_Exercise prompt_
Using the material below, work out how many lines contain the word "Answer". Reply with the number and nothing more.

Materials provided below:

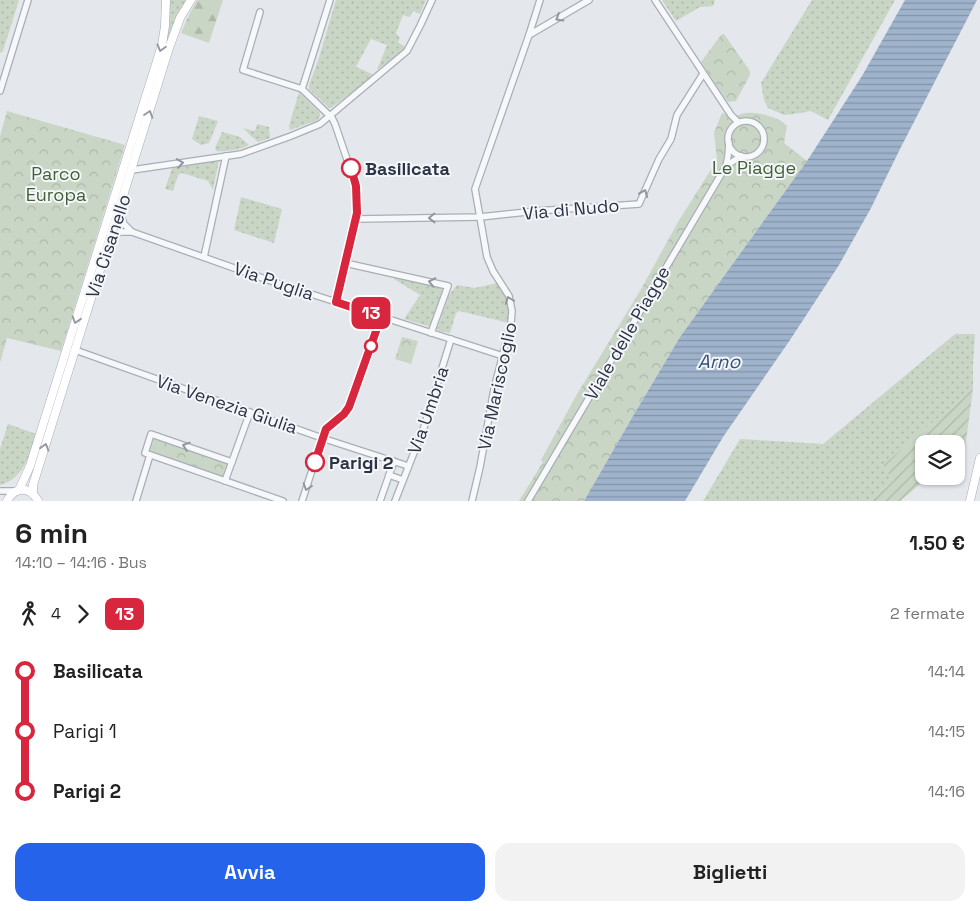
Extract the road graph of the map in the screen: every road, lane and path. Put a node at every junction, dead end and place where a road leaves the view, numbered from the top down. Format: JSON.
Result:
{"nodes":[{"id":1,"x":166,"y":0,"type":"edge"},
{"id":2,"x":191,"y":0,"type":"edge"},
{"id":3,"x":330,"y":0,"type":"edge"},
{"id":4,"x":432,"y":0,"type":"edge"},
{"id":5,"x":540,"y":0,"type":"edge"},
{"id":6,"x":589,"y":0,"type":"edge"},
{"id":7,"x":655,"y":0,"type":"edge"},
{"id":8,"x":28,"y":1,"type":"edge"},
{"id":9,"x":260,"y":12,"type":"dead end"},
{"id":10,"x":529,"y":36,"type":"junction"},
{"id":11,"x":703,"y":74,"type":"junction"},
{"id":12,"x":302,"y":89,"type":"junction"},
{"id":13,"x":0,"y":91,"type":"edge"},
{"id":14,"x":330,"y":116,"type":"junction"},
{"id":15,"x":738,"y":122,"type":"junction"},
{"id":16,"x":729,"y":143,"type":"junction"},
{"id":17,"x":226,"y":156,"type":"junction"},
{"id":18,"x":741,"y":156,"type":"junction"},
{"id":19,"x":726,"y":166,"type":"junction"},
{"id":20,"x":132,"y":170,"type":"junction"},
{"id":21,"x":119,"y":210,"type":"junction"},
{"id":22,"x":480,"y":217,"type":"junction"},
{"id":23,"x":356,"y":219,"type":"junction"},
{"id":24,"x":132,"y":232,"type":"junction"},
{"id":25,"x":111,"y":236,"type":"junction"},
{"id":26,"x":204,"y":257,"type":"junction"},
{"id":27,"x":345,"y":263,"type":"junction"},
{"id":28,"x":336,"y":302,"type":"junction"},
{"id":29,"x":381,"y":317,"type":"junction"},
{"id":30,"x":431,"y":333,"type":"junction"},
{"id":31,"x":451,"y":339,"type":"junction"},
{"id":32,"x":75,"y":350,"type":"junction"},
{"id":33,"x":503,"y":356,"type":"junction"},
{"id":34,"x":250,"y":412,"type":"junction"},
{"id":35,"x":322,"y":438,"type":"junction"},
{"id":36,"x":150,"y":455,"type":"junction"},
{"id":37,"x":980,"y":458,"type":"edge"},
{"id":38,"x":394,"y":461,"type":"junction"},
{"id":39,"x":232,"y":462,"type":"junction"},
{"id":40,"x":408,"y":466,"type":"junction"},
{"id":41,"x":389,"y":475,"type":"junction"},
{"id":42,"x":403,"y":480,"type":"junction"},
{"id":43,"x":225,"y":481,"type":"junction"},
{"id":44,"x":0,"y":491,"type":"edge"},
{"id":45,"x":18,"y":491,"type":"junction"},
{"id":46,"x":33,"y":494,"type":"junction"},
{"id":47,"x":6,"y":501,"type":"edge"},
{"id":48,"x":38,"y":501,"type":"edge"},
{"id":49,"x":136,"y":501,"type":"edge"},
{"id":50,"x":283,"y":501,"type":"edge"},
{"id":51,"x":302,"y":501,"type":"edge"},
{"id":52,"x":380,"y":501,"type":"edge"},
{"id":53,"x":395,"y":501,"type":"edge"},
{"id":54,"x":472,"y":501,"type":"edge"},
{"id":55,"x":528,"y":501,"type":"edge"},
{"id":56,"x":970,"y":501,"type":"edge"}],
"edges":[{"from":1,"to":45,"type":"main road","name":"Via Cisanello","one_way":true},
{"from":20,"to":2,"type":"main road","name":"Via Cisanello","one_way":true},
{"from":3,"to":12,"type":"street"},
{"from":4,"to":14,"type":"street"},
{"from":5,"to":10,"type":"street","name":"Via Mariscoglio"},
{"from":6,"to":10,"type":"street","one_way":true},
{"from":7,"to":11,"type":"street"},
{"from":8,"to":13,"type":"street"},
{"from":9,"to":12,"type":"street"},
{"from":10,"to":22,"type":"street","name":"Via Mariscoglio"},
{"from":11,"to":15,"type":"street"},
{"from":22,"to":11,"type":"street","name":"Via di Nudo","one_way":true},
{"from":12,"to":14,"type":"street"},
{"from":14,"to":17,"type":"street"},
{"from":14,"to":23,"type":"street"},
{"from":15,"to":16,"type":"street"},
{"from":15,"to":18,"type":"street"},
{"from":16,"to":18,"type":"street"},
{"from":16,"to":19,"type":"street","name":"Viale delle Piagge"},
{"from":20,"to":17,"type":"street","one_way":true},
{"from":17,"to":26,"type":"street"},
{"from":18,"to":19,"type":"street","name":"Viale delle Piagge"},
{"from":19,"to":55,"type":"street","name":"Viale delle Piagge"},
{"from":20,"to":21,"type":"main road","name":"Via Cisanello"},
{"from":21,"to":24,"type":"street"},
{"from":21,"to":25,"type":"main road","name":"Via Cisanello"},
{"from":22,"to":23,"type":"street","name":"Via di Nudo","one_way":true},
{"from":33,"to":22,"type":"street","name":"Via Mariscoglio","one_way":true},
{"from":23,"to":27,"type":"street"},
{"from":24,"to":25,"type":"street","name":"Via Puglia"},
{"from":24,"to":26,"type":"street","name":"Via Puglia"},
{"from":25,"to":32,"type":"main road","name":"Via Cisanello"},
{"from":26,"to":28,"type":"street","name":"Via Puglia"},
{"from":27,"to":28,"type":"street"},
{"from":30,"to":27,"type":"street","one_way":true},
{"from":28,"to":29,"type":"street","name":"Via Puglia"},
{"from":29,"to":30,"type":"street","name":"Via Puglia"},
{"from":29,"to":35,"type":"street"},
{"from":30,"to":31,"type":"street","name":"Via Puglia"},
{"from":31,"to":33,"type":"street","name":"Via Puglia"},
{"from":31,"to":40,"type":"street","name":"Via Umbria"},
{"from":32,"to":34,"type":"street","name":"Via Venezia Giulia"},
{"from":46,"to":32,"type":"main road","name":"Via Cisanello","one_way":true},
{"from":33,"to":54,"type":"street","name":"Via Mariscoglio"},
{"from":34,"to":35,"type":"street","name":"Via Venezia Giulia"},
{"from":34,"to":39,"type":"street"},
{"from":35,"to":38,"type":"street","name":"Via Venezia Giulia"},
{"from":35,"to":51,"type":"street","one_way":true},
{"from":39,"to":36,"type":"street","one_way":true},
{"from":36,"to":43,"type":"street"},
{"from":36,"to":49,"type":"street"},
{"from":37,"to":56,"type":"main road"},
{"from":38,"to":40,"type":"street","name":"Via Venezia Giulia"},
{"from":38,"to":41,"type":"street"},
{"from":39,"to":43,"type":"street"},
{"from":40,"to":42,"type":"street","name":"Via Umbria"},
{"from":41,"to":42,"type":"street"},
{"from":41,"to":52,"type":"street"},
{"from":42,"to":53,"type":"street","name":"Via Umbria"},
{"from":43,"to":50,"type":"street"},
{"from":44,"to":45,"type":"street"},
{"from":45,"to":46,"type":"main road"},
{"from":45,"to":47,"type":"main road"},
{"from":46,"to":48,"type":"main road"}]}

End of Materials provided.
Materials provided below:

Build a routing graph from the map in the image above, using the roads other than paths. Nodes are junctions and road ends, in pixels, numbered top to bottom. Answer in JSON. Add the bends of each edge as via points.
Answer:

End of Materials provided.
Materials provided below:

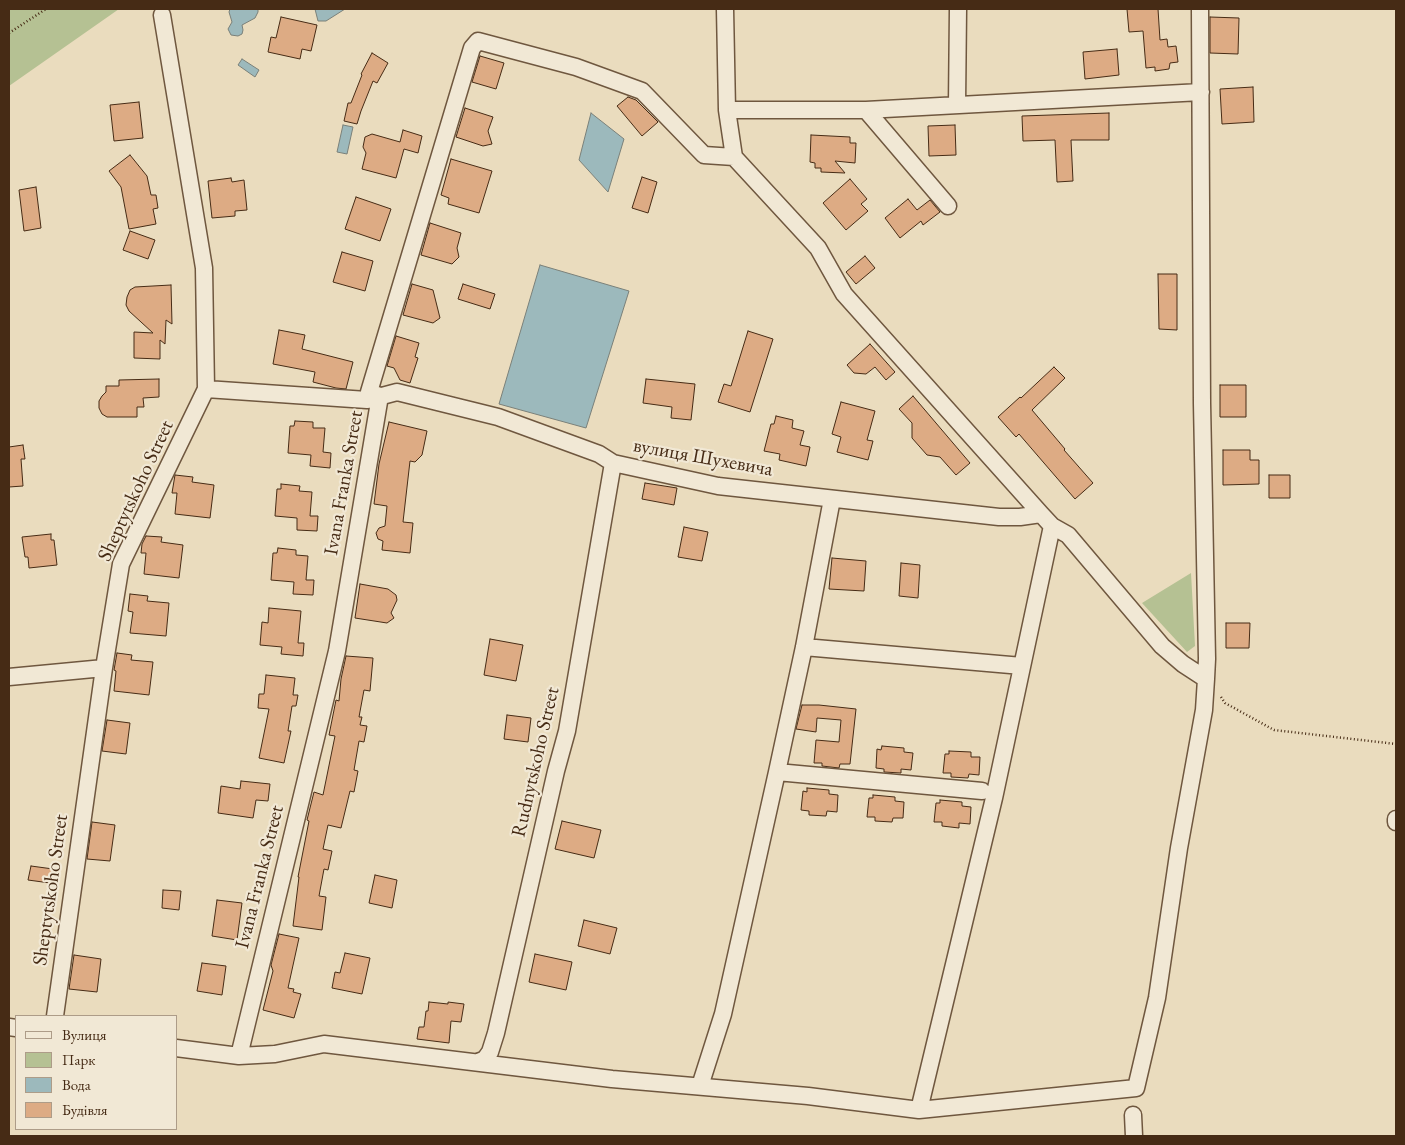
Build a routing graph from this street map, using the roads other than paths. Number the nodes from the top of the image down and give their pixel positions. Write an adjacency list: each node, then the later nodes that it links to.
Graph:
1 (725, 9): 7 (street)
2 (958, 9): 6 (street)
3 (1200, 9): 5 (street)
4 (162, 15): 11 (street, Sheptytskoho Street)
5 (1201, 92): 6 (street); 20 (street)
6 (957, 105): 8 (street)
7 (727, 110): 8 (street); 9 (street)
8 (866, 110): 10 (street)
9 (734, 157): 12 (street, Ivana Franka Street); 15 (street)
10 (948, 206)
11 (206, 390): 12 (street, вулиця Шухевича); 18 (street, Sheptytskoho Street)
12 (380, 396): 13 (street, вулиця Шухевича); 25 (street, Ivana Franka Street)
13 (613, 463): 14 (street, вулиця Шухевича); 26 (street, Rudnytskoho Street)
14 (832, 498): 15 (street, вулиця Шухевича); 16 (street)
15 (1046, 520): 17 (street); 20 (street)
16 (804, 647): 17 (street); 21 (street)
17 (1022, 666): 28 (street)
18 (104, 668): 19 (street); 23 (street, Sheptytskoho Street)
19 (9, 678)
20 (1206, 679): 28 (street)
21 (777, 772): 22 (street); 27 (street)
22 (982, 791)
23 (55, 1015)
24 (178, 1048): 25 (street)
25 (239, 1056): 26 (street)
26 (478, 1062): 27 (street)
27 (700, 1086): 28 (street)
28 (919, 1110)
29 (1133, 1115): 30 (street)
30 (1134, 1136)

End of Materials provided.

_Your response_
2